Exercise goal: Identify the line in which "index tip: (1135, 768)" appears, then reproduce that line and all remaining lines of the records word for word.
※ ※ ※
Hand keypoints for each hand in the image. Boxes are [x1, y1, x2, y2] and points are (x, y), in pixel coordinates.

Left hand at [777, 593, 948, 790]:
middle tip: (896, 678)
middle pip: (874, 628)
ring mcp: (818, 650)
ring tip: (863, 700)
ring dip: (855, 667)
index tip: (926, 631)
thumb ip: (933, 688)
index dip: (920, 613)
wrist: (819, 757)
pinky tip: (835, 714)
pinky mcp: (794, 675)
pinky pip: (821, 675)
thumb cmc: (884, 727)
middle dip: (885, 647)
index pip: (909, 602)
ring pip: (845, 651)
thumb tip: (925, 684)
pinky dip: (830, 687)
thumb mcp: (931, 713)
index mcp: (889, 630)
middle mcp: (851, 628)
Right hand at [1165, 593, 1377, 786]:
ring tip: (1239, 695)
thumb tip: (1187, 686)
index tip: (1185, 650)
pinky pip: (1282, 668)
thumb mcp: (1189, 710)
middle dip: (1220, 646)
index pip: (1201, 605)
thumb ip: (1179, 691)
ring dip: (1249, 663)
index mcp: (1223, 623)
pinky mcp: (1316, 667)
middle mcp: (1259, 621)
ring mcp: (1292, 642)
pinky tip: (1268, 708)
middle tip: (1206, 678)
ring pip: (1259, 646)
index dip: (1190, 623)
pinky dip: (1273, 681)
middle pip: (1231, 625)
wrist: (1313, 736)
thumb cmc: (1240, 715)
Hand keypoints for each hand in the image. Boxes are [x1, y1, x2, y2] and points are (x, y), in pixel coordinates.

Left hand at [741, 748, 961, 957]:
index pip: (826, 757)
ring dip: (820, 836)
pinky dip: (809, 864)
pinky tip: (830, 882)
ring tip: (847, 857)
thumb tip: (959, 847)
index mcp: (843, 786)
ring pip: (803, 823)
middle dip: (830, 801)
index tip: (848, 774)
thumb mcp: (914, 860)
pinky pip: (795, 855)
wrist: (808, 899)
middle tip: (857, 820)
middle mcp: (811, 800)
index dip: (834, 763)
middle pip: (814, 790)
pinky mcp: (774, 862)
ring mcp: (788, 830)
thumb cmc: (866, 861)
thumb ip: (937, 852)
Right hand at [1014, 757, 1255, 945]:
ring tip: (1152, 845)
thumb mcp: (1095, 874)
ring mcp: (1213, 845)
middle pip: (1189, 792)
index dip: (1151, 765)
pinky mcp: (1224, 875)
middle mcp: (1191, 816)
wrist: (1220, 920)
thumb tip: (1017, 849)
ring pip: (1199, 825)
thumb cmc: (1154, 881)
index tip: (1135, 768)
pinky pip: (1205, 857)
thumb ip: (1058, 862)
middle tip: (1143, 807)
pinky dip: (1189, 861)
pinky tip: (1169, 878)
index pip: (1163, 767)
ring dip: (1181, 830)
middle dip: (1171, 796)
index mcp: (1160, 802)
※ ※ ※
Reply to the task:
index tip: (1135, 768)
pinky pip: (1205, 857)
thumb ip: (1058, 862)
middle tip: (1143, 807)
pinky dip: (1189, 861)
pinky tip: (1169, 878)
index pip: (1163, 767)
ring dip: (1181, 830)
middle dip: (1171, 796)
index mcp: (1160, 802)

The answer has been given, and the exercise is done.